▶ About this exercise:
Faithfully repeat all of the records, as they are written below.

Stored items:
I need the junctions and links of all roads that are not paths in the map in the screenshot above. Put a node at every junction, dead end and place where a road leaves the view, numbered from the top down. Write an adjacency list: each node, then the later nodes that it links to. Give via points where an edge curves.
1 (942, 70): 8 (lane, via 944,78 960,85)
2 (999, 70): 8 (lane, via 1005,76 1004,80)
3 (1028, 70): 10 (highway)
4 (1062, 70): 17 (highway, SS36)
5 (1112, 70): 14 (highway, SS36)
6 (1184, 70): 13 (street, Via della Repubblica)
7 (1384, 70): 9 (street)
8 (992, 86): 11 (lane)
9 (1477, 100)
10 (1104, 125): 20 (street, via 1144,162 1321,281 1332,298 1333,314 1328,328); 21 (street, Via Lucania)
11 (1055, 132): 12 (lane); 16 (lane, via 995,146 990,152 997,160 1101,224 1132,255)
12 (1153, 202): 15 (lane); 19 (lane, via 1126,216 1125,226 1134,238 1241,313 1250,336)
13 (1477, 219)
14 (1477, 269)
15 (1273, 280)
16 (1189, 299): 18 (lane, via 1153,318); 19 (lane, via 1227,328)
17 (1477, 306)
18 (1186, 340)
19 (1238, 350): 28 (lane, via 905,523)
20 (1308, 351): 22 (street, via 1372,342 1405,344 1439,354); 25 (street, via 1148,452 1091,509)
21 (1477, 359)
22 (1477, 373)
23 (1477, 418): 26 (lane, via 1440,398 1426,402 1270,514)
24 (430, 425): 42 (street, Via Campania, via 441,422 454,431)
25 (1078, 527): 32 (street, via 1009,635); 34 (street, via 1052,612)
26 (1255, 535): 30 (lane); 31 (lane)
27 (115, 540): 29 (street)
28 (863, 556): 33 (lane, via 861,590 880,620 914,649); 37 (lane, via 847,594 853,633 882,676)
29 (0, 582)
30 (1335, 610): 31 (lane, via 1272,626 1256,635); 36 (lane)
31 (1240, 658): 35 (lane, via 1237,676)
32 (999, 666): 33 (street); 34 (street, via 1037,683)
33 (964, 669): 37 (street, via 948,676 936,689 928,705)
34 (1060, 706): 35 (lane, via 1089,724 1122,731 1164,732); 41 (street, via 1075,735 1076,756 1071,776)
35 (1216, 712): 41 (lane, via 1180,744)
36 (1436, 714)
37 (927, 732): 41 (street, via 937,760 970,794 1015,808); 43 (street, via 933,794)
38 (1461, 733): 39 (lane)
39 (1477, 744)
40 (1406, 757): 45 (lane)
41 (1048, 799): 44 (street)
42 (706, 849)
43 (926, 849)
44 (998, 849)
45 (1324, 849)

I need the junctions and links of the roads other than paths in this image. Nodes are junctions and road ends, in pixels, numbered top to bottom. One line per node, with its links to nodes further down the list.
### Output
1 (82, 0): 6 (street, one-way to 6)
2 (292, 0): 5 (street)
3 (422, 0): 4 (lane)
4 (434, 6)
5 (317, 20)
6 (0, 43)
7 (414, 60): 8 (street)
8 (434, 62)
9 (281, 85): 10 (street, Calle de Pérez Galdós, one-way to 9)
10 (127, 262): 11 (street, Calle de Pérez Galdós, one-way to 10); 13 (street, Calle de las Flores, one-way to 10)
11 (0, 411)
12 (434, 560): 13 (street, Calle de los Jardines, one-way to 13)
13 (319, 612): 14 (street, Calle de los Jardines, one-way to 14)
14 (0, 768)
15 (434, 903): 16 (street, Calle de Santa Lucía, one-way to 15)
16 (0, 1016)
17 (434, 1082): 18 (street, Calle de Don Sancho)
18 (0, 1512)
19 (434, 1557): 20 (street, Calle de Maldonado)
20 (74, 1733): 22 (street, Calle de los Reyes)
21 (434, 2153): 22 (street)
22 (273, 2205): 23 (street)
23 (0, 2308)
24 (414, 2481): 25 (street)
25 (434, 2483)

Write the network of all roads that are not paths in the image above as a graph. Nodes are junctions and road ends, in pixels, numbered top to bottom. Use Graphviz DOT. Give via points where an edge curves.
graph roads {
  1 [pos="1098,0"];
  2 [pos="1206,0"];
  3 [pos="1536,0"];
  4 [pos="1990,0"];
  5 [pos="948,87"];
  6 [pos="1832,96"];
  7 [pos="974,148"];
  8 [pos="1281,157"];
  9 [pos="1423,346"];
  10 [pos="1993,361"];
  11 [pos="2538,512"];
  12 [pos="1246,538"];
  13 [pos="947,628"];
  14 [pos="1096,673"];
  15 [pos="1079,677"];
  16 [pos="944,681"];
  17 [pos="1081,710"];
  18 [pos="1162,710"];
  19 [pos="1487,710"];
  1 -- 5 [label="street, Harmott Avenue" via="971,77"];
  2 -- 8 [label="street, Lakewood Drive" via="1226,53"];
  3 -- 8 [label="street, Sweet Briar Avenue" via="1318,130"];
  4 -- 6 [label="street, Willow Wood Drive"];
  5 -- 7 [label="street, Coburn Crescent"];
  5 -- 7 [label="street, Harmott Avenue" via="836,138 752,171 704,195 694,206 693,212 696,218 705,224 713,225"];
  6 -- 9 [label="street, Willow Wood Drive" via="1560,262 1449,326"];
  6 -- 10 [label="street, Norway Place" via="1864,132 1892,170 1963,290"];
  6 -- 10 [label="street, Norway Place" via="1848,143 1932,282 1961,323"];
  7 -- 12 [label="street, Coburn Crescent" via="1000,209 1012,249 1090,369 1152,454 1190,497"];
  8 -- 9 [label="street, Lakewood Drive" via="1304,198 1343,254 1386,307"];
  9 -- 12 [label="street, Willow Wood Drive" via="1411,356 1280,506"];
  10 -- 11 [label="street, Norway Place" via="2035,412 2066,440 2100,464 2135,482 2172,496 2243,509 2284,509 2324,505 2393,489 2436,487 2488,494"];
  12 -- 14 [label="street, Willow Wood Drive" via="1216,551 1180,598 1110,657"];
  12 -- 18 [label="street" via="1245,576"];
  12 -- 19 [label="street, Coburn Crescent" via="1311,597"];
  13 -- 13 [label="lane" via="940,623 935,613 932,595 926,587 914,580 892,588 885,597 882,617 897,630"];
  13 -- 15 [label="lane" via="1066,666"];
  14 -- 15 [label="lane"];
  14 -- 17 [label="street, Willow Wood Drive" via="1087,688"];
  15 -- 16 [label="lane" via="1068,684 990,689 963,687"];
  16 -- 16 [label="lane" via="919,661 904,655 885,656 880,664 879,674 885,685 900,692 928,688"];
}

▶ Response:
I need the junctions and links of all roads that are not paths in the map in the screenshot above. Put a node at every junction, dead end and place where a road leaves the view, numbered from the top down. Write an adjacency list: each node, then the later nodes that it links to. Give via points where an edge curves.
1 (942, 70): 8 (lane, via 944,78 960,85)
2 (999, 70): 8 (lane, via 1005,76 1004,80)
3 (1028, 70): 10 (highway)
4 (1062, 70): 17 (highway, SS36)
5 (1112, 70): 14 (highway, SS36)
6 (1184, 70): 13 (street, Via della Repubblica)
7 (1384, 70): 9 (street)
8 (992, 86): 11 (lane)
9 (1477, 100)
10 (1104, 125): 20 (street, via 1144,162 1321,281 1332,298 1333,314 1328,328); 21 (street, Via Lucania)
11 (1055, 132): 12 (lane); 16 (lane, via 995,146 990,152 997,160 1101,224 1132,255)
12 (1153, 202): 15 (lane); 19 (lane, via 1126,216 1125,226 1134,238 1241,313 1250,336)
13 (1477, 219)
14 (1477, 269)
15 (1273, 280)
16 (1189, 299): 18 (lane, via 1153,318); 19 (lane, via 1227,328)
17 (1477, 306)
18 (1186, 340)
19 (1238, 350): 28 (lane, via 905,523)
20 (1308, 351): 22 (street, via 1372,342 1405,344 1439,354); 25 (street, via 1148,452 1091,509)
21 (1477, 359)
22 (1477, 373)
23 (1477, 418): 26 (lane, via 1440,398 1426,402 1270,514)
24 (430, 425): 42 (street, Via Campania, via 441,422 454,431)
25 (1078, 527): 32 (street, via 1009,635); 34 (street, via 1052,612)
26 (1255, 535): 30 (lane); 31 (lane)
27 (115, 540): 29 (street)
28 (863, 556): 33 (lane, via 861,590 880,620 914,649); 37 (lane, via 847,594 853,633 882,676)
29 (0, 582)
30 (1335, 610): 31 (lane, via 1272,626 1256,635); 36 (lane)
31 (1240, 658): 35 (lane, via 1237,676)
32 (999, 666): 33 (street); 34 (street, via 1037,683)
33 (964, 669): 37 (street, via 948,676 936,689 928,705)
34 (1060, 706): 35 (lane, via 1089,724 1122,731 1164,732); 41 (street, via 1075,735 1076,756 1071,776)
35 (1216, 712): 41 (lane, via 1180,744)
36 (1436, 714)
37 (927, 732): 41 (street, via 937,760 970,794 1015,808); 43 (street, via 933,794)
38 (1461, 733): 39 (lane)
39 (1477, 744)
40 (1406, 757): 45 (lane)
41 (1048, 799): 44 (street)
42 (706, 849)
43 (926, 849)
44 (998, 849)
45 (1324, 849)

I need the junctions and links of the roads other than paths in this image. Nodes are junctions and road ends, in pixels, numbered top to bottom. One line per node, with its links to nodes further down the list.
### Output
1 (82, 0): 6 (street, one-way to 6)
2 (292, 0): 5 (street)
3 (422, 0): 4 (lane)
4 (434, 6)
5 (317, 20)
6 (0, 43)
7 (414, 60): 8 (street)
8 (434, 62)
9 (281, 85): 10 (street, Calle de Pérez Galdós, one-way to 9)
10 (127, 262): 11 (street, Calle de Pérez Galdós, one-way to 10); 13 (street, Calle de las Flores, one-way to 10)
11 (0, 411)
12 (434, 560): 13 (street, Calle de los Jardines, one-way to 13)
13 (319, 612): 14 (street, Calle de los Jardines, one-way to 14)
14 (0, 768)
15 (434, 903): 16 (street, Calle de Santa Lucía, one-way to 15)
16 (0, 1016)
17 (434, 1082): 18 (street, Calle de Don Sancho)
18 (0, 1512)
19 (434, 1557): 20 (street, Calle de Maldonado)
20 (74, 1733): 22 (street, Calle de los Reyes)
21 (434, 2153): 22 (street)
22 (273, 2205): 23 (street)
23 (0, 2308)
24 (414, 2481): 25 (street)
25 (434, 2483)

Write the network of all roads that are not paths in the image above as a graph. Nodes are junctions and road ends, in pixels, numbered top to bottom. Use Graphviz DOT. Give via points where an edge curves.
graph roads {
  1 [pos="1098,0"];
  2 [pos="1206,0"];
  3 [pos="1536,0"];
  4 [pos="1990,0"];
  5 [pos="948,87"];
  6 [pos="1832,96"];
  7 [pos="974,148"];
  8 [pos="1281,157"];
  9 [pos="1423,346"];
  10 [pos="1993,361"];
  11 [pos="2538,512"];
  12 [pos="1246,538"];
  13 [pos="947,628"];
  14 [pos="1096,673"];
  15 [pos="1079,677"];
  16 [pos="944,681"];
  17 [pos="1081,710"];
  18 [pos="1162,710"];
  19 [pos="1487,710"];
  1 -- 5 [label="street, Harmott Avenue" via="971,77"];
  2 -- 8 [label="street, Lakewood Drive" via="1226,53"];
  3 -- 8 [label="street, Sweet Briar Avenue" via="1318,130"];
  4 -- 6 [label="street, Willow Wood Drive"];
  5 -- 7 [label="street, Coburn Crescent"];
  5 -- 7 [label="street, Harmott Avenue" via="836,138 752,171 704,195 694,206 693,212 696,218 705,224 713,225"];
  6 -- 9 [label="street, Willow Wood Drive" via="1560,262 1449,326"];
  6 -- 10 [label="street, Norway Place" via="1864,132 1892,170 1963,290"];
  6 -- 10 [label="street, Norway Place" via="1848,143 1932,282 1961,323"];
  7 -- 12 [label="street, Coburn Crescent" via="1000,209 1012,249 1090,369 1152,454 1190,497"];
  8 -- 9 [label="street, Lakewood Drive" via="1304,198 1343,254 1386,307"];
  9 -- 12 [label="street, Willow Wood Drive" via="1411,356 1280,506"];
  10 -- 11 [label="street, Norway Place" via="2035,412 2066,440 2100,464 2135,482 2172,496 2243,509 2284,509 2324,505 2393,489 2436,487 2488,494"];
  12 -- 14 [label="street, Willow Wood Drive" via="1216,551 1180,598 1110,657"];
  12 -- 18 [label="street" via="1245,576"];
  12 -- 19 [label="street, Coburn Crescent" via="1311,597"];
  13 -- 13 [label="lane" via="940,623 935,613 932,595 926,587 914,580 892,588 885,597 882,617 897,630"];
  13 -- 15 [label="lane" via="1066,666"];
  14 -- 15 [label="lane"];
  14 -- 17 [label="street, Willow Wood Drive" via="1087,688"];
  15 -- 16 [label="lane" via="1068,684 990,689 963,687"];
  16 -- 16 [label="lane" via="919,661 904,655 885,656 880,664 879,674 885,685 900,692 928,688"];
}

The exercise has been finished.